[Collected data]
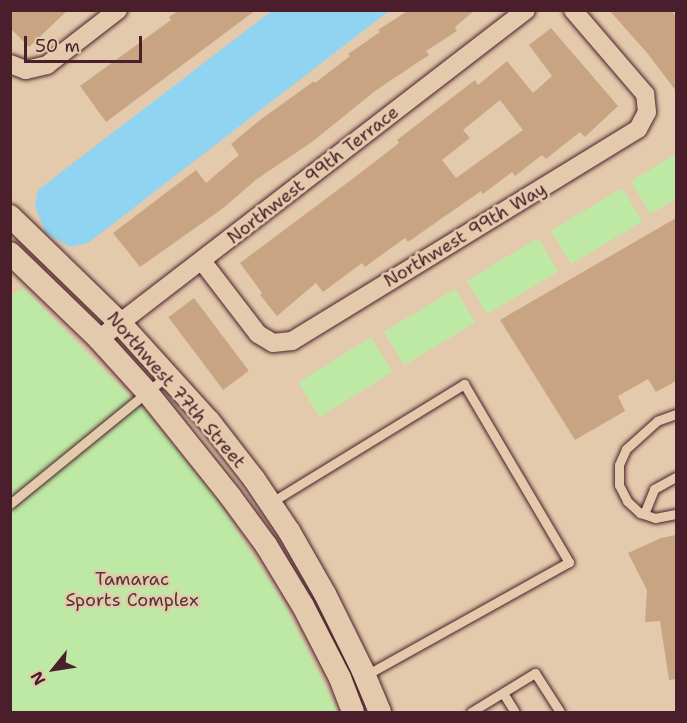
<!DOCTYPE html>
<html>
<head>
<meta charset="utf-8">
<style>
	body { margin:0 }
	#map { position:relative; width:687px; height:723px; overflow:hidden; background:#e4caac; font-family:"Shantell Sans",sans-serif }
	div>[style] { position:absolute }
	.green>* { inset:0; background:#bee9a5; transform-origin:0 0 }
	.water>* { inset:0; background:#90d4f2 }
	.building>* { inset:0; background:#c8a482; transform-origin:0 0 }
	.roads { filter:drop-shadow(0 0 2px #4a1f2b) drop-shadow(0 0 2px #4a1f2b) }
	.service>* { height:9px; margin:-4.5px; padding:0 4.5px; transform-origin:4.5px; border-radius:4.5px; background:#e4caac }
	.minor>* { height:18px; margin:-9px; padding:0 9px; transform-origin:9px; border-radius:9px; background:#e4caac }
	.tertiary>* { height:22px; margin:-11px; padding:0 11px; transform-origin:11px; border-radius:11px; background:#e4caac }
	span { translate:-50% -50%; white-space:nowrap; text-align:center; line-height:1.15; -webkit-text-stroke:5px #e4caac; paint-order:stroke }
	.street-label { font-size:18px; color:#4a1f2b }
	.park-label { font-size:18px; color:#563337 }
	.frame { position:absolute; inset:0; border:12px solid #4a1f2b; pointer-events:none }
	.north { position:absolute; left:24px; top:639px; width:60px; height:60px; -webkit-text-stroke:4px #e4caac; paint-order:stroke; rotate:240deg; font-size:16px; font-weight:700; line-height:24px; text-align:center; color:#4a1f2b }
	.north::after { content:''; display:block; margin:auto; width:21px; height:27px; background:#4a1f2b; clip-path:polygon(50% 0,100% 100%,50% 72%,0 100%) }
	.scale { position:absolute; left:24px; top:36px; width:118px; height:27px; box-sizing:border-box; border:3px solid #4a1f2b; border-top:0; padding-left:8px; font-size:18px; line-height:21px; white-space:nowrap; color:#4a1f2b; -webkit-text-stroke:4px #e4caac; paint-order:stroke }
</style>
</head>
<body>
<div id="map">
	<div class="green">
		<i style="clip-path:polygon(676px 154px,676px 199px,650px 214px,631px 181px)"></i>
		<i style="left:622px;top:188px;width:39px;height:83px;rotate:59deg"></i>
		<i style="left:538px;top:238px;width:39px;height:83px;rotate:59deg"></i>
		<i style="clip-path:polygon(23px 288px,147px 413px,216px 498px,283px 602px,338px 712px,11px 712px,10px 296px)"></i>
		<i style="left:455px;top:289px;width:39px;height:83px;rotate:59deg"></i>
		<i style="left:371px;top:337px;width:41px;height:86px;rotate:58deg"></i>
	</div>
	<div class="water">
		<i style="clip-path:polygon(273px 10px,389px 11px,88px 243px,70px 247px,46px 233px,35px 207px,38px 190px)"></i>
	</div>
	<div class="building">
		<i style="clip-path:polygon(10px 10px,68px 10px,29px 47px,10px 28px)"></i>
		<i style="clip-path:polygon(179px 10px,256px 10px,106px 122px,80px 86px,171px 20px,169px 17px)"></i>
		<i style="clip-path:polygon(409px 10px,475px 10px,455px 27px,457px 31px,426px 51px,429px 55px,375px 91px,312px 142px,257px 179px,222px 209px,140px 267px,113px 233px,196px 170px,206px 183px,239px 155px,231px 144px,260px 120px,314px 81px,315px 83px,350px 56px,348px 54px,380px 32px,378px 30px)"></i>
		<i style="clip-path:polygon(609px 10px,671px 10px,676px 17px,676px 91px,648px 54px)"></i>
		<i style="clip-path:polygon(evenodd,551px 28px,618px 106px,585px 137px,580px 132px,546px 159px,542px 155px,515px 176px,512px 172px,483px 194px,481px 191px,408px 242px,405px 238px,365px 267px,362px 263px,323px 292px,316px 283px,277px 316px,260px 295px,262px 293px,240px 263px,351px 180px,399px 143px,397px 140px,475px 80px,478px 85px,507px 61px,533px 93px,552px 76px,529px 45px,551px 28px,500px 100px,523px 130px,456px 178px,442px 160px,470px 138px,463px 130px,500px 100px)"></i>
		<i style="clip-path:polygon(676px 218px,676px 381px,656px 392px,648px 379px,618px 396px,625px 411px,575px 440px,500px 320px)"></i>
		<i style="left:194px;top:298px;width:91px;height:32px;rotate:53deg"></i>
		<i style="clip-path:polygon(676px 535px,676px 679px,669px 680px,660px 621px,645px 622px,647px 590px,628px 553px,661px 538px)"></i>
	</div>
	<div class="roads">
		<div class="service">
			<i style="left:676px;top:414px;width:20px;rotate:160deg"></i>
			<i style="left:657px;top:421px;width:42px;rotate:137.9deg"></i>
			<i style="left:626px;top:449px;width:17px;rotate:114deg"></i>
			<i style="left:619px;top:465px;width:20px;rotate:90deg"></i>
			<i style="left:619px;top:485px;width:18px;rotate:63deg"></i>
			<i style="left:627px;top:501px;width:18px;rotate:43deg"></i>
			<i style="left:640px;top:513px;width:16px;rotate:18deg"></i>
			<i style="left:655px;top:518px;width:21px;rotate:-11deg"></i>
			<i style="left:270px;top:503px;width:228px;rotate:-31.5deg"></i>
			<i style="left:464px;top:384px;width:207px;rotate:59.5deg"></i>
			<i style="left:569px;top:562px;width:232px;rotate:150.9deg"></i>
			<i style="left:10px;top:504px;width:203px;rotate:-39.2deg"></i>
			<i style="left:644px;top:514px;width:27px;rotate:-68deg"></i>
			<i style="left:654px;top:489px;width:25px;rotate:-29deg"></i>
			<i style="left:503px;top:693px;width:22px;rotate:58deg"></i>
			<i style="left:471px;top:712px;width:75px;rotate:-31.4deg"></i>
			<i style="left:535px;top:673px;width:46px;rotate:57.3deg"></i>
		</div>
		<div class="minor">
			<i style="left:10px;top:64px;width:17px;rotate:21deg"></i>
			<i style="left:26px;top:70px;width:22px;rotate:-13deg"></i>
			<i style="left:47px;top:65px;width:90px;rotate:-37.8deg"></i>
			<i style="left:202px;top:261px;width:92px;rotate:52.5deg"></i>
			<i style="left:258px;top:334px;width:17px;rotate:31deg"></i>
			<i style="left:273px;top:343px;width:19px;rotate:-6deg"></i>
			<i style="left:292px;top:341px;width:406px;rotate:-31.5deg"></i>
			<i style="left:638px;top:129px;width:19px;rotate:-62deg"></i>
			<i style="left:647px;top:112px;width:18px;rotate:-96deg"></i>
			<i style="left:645px;top:94px;width:111px;rotate:-130.6deg"></i>
			<i style="left:99px;top:339px;width:539px;rotate:-37.61deg"></i>
		</div>
		<div class="tertiary">
			<i style="left:10px;top:216px;width:153px;rotate:44.2deg"></i>
			<i style="left:120px;top:323px;width:132px;rotate:47.8deg"></i>
			<i style="left:209px;top:421px;width:73px;rotate:52.2deg"></i>
			<i style="left:254px;top:479px;width:63px;rotate:56.1deg"></i>
			<i style="left:289px;top:531px;width:73px;rotate:60.3deg"></i>
			<i style="left:325px;top:594px;width:84px;rotate:63.7deg"></i>
			<i style="left:362px;top:669px;width:47px;rotate:67.3deg"></i>
			<i style="left:10px;top:253px;width:124px;rotate:44deg"></i>
			<i style="left:99px;top:339px;width:72px;rotate:47.8deg"></i>
			<i style="left:147px;top:392px;width:133px;rotate:51.4deg"></i>
			<i style="left:230px;top:496px;width:61px;rotate:53.7deg"></i>
			<i style="left:266px;top:545px;width:71px;rotate:58.8deg"></i>
			<i style="left:303px;top:606px;width:81px;rotate:62.8deg"></i>
			<i style="left:340px;top:678px;width:36px;rotate:69deg"></i>
		</div>
	</div>
	<div class="street-label">
		<span style="left:313px;top:175px;rotate:-38deg">Northwest 99th Terrace</span>
		<span style="left:465px;top:235px;rotate:-31deg">Northwest 99th Way</span>
		<span style="left:176px;top:390px;rotate:49deg">Northwest 77th Street</span>
	</div>
	<div class="park-label">
		<span style="left:132px;top:590px">Tamarac<br>Sports Complex</span>
	</div>
	<div class="frame"></div>
	<div class="north">N</div>
	<div class="scale">50 m</div>
</div>
</body>
</html>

§ PROBLEM
In the records above, find each line with the word "green" and copy it.

§ COMPLETED EXERCISE
	.green>* { inset:0; background:#bee9a5; transform-origin:0 0 }
	<div class="green">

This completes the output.